● WHAT YOU ARE ASKED TO DO: Search the entries for the word "main". Copy every line that holds it.

= Beginning of Section =

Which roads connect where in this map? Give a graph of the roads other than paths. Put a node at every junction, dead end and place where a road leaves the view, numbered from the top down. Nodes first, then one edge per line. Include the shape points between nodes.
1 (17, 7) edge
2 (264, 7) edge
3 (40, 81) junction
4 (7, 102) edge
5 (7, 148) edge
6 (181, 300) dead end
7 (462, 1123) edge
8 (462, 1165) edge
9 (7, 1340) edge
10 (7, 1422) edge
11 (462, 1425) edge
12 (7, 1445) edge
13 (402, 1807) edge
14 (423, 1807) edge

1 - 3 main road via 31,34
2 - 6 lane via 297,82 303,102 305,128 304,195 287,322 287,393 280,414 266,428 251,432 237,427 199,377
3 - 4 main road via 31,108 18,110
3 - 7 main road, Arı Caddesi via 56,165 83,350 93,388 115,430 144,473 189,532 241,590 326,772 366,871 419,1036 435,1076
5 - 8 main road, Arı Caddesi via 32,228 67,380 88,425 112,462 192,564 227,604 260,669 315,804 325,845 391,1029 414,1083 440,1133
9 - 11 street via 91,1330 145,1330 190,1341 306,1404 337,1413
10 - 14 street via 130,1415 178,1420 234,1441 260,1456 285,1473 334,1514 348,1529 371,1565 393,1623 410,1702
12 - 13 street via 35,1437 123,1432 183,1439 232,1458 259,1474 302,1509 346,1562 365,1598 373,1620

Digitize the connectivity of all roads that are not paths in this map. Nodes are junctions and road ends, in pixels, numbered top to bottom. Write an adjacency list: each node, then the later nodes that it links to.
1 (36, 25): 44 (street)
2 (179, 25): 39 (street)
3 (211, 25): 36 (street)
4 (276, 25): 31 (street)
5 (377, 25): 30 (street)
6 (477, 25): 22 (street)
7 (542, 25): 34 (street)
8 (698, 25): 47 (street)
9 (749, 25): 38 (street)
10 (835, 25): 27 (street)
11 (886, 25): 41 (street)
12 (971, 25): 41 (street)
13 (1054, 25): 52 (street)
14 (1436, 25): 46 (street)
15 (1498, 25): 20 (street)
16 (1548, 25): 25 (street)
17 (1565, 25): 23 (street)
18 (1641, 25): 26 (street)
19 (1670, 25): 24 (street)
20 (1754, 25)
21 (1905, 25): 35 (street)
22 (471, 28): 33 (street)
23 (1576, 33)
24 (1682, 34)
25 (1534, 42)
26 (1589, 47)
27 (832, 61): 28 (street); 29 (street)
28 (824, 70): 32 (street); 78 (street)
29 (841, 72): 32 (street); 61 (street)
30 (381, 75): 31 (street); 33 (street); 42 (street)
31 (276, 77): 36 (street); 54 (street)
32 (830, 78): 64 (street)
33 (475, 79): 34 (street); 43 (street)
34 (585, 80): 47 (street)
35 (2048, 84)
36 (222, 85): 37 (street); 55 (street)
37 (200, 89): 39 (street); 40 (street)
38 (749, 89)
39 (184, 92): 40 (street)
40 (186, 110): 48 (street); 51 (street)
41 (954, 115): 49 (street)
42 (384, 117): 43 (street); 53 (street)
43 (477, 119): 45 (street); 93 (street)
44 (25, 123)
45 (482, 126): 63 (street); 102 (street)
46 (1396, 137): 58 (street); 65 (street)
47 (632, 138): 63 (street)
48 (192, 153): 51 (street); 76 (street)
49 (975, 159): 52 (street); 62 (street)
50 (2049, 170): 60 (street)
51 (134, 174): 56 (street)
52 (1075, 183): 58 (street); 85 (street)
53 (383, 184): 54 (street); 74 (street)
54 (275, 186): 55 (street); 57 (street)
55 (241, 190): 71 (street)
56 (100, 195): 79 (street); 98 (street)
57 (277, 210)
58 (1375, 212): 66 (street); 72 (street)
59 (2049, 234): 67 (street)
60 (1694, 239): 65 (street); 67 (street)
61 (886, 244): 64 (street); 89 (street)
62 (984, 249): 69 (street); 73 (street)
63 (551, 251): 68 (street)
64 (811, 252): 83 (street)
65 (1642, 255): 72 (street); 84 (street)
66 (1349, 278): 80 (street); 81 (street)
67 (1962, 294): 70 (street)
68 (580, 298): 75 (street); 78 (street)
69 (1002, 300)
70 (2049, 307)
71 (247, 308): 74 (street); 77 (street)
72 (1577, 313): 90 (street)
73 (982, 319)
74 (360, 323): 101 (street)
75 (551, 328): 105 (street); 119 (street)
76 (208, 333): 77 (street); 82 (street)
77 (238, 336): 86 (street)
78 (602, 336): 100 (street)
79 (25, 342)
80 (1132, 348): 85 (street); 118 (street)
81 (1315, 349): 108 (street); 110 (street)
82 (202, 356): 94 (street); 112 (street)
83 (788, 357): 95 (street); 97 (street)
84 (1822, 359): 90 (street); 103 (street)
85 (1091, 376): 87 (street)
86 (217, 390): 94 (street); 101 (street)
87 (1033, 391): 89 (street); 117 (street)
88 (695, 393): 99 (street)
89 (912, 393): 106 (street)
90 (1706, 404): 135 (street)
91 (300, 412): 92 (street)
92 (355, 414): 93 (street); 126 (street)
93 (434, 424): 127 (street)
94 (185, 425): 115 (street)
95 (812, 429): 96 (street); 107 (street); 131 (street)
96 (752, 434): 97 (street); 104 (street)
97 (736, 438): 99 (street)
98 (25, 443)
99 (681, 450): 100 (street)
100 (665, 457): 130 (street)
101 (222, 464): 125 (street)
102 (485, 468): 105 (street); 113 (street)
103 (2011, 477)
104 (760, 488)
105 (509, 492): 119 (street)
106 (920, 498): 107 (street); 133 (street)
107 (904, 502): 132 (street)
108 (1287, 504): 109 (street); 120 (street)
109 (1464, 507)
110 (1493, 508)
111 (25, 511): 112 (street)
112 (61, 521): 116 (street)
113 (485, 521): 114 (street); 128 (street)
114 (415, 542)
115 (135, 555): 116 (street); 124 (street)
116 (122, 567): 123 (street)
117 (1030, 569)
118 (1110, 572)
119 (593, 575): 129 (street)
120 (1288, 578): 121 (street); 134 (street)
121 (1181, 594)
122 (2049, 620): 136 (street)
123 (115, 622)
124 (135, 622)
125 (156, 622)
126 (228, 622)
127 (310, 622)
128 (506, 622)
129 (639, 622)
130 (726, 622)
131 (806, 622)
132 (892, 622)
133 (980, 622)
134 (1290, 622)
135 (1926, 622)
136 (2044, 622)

= End of Section =

● ANSWER FOR THIS EXERCISE:
1 - 3 main road via 31,34
3 - 4 main road via 31,108 18,110
3 - 7 main road, Arı Caddesi via 56,165 83,350 93,388 115,430 144,473 189,532 241,590 326,772 366,871 419,1036 435,1076
5 - 8 main road, Arı Caddesi via 32,228 67,380 88,425 112,462 192,564 227,604 260,669 315,804 325,845 391,1029 414,1083 440,1133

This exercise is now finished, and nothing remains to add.